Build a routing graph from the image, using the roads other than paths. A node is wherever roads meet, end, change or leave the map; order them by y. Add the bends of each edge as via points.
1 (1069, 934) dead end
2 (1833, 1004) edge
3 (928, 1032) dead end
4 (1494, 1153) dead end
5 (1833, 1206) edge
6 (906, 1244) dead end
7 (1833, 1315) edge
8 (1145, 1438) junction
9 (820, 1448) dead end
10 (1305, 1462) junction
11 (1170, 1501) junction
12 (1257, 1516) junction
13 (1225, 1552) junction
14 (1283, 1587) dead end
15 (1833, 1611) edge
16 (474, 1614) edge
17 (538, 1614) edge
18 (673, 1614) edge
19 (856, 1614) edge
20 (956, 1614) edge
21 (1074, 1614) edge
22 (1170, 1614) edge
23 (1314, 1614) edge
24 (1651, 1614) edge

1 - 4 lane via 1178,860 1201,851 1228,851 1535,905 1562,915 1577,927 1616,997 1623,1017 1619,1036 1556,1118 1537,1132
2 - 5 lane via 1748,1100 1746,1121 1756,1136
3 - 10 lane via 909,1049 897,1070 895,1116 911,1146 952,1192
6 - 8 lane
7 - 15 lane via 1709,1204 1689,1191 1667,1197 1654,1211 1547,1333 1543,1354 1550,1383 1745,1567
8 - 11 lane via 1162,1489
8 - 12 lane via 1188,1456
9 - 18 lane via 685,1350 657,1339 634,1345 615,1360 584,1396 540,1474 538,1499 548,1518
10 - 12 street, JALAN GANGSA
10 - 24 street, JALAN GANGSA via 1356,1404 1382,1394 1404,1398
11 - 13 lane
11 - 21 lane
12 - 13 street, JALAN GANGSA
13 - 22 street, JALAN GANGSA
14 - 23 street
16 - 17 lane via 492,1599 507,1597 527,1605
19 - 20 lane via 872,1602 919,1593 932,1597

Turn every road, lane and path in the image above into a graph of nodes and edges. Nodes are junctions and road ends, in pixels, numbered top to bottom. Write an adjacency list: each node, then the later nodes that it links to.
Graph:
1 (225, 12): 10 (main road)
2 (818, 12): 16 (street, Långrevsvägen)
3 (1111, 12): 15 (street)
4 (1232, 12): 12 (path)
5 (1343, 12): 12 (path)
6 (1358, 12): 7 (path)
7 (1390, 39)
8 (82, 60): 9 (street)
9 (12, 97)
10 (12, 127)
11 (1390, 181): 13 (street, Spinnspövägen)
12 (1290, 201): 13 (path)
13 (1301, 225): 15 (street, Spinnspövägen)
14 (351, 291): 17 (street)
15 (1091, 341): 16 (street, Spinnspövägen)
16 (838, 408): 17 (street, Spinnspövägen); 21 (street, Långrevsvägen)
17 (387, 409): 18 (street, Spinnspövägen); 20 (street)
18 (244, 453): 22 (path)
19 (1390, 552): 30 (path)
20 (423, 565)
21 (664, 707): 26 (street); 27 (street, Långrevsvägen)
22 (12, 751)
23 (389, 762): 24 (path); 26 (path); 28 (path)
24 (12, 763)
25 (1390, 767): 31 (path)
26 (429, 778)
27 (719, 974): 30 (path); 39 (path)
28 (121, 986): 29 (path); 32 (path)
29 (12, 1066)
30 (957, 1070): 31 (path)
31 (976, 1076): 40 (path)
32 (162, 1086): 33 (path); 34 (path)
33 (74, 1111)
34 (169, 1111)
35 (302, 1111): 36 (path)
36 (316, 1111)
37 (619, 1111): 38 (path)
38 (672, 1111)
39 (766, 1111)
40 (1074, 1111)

> PROBLEM STATEMENT:
Write out the whole listing above once more, exactly.

> ANSWER FOR THIS EXERCISE:
Build a routing graph from the image, using the roads other than paths. A node is wherever roads meet, end, change or leave the map; order them by y. Add the bends of each edge as via points.
1 (1069, 934) dead end
2 (1833, 1004) edge
3 (928, 1032) dead end
4 (1494, 1153) dead end
5 (1833, 1206) edge
6 (906, 1244) dead end
7 (1833, 1315) edge
8 (1145, 1438) junction
9 (820, 1448) dead end
10 (1305, 1462) junction
11 (1170, 1501) junction
12 (1257, 1516) junction
13 (1225, 1552) junction
14 (1283, 1587) dead end
15 (1833, 1611) edge
16 (474, 1614) edge
17 (538, 1614) edge
18 (673, 1614) edge
19 (856, 1614) edge
20 (956, 1614) edge
21 (1074, 1614) edge
22 (1170, 1614) edge
23 (1314, 1614) edge
24 (1651, 1614) edge

1 - 4 lane via 1178,860 1201,851 1228,851 1535,905 1562,915 1577,927 1616,997 1623,1017 1619,1036 1556,1118 1537,1132
2 - 5 lane via 1748,1100 1746,1121 1756,1136
3 - 10 lane via 909,1049 897,1070 895,1116 911,1146 952,1192
6 - 8 lane
7 - 15 lane via 1709,1204 1689,1191 1667,1197 1654,1211 1547,1333 1543,1354 1550,1383 1745,1567
8 - 11 lane via 1162,1489
8 - 12 lane via 1188,1456
9 - 18 lane via 685,1350 657,1339 634,1345 615,1360 584,1396 540,1474 538,1499 548,1518
10 - 12 street, JALAN GANGSA
10 - 24 street, JALAN GANGSA via 1356,1404 1382,1394 1404,1398
11 - 13 lane
11 - 21 lane
12 - 13 street, JALAN GANGSA
13 - 22 street, JALAN GANGSA
14 - 23 street
16 - 17 lane via 492,1599 507,1597 527,1605
19 - 20 lane via 872,1602 919,1593 932,1597

Turn every road, lane and path in the image above into a graph of nodes and edges. Nodes are junctions and road ends, in pixels, numbered top to bottom. Write an adjacency list: each node, then the later nodes that it links to.
Graph:
1 (225, 12): 10 (main road)
2 (818, 12): 16 (street, Långrevsvägen)
3 (1111, 12): 15 (street)
4 (1232, 12): 12 (path)
5 (1343, 12): 12 (path)
6 (1358, 12): 7 (path)
7 (1390, 39)
8 (82, 60): 9 (street)
9 (12, 97)
10 (12, 127)
11 (1390, 181): 13 (street, Spinnspövägen)
12 (1290, 201): 13 (path)
13 (1301, 225): 15 (street, Spinnspövägen)
14 (351, 291): 17 (street)
15 (1091, 341): 16 (street, Spinnspövägen)
16 (838, 408): 17 (street, Spinnspövägen); 21 (street, Långrevsvägen)
17 (387, 409): 18 (street, Spinnspövägen); 20 (street)
18 (244, 453): 22 (path)
19 (1390, 552): 30 (path)
20 (423, 565)
21 (664, 707): 26 (street); 27 (street, Långrevsvägen)
22 (12, 751)
23 (389, 762): 24 (path); 26 (path); 28 (path)
24 (12, 763)
25 (1390, 767): 31 (path)
26 (429, 778)
27 (719, 974): 30 (path); 39 (path)
28 (121, 986): 29 (path); 32 (path)
29 (12, 1066)
30 (957, 1070): 31 (path)
31 (976, 1076): 40 (path)
32 (162, 1086): 33 (path); 34 (path)
33 (74, 1111)
34 (169, 1111)
35 (302, 1111): 36 (path)
36 (316, 1111)
37 (619, 1111): 38 (path)
38 (672, 1111)
39 (766, 1111)
40 (1074, 1111)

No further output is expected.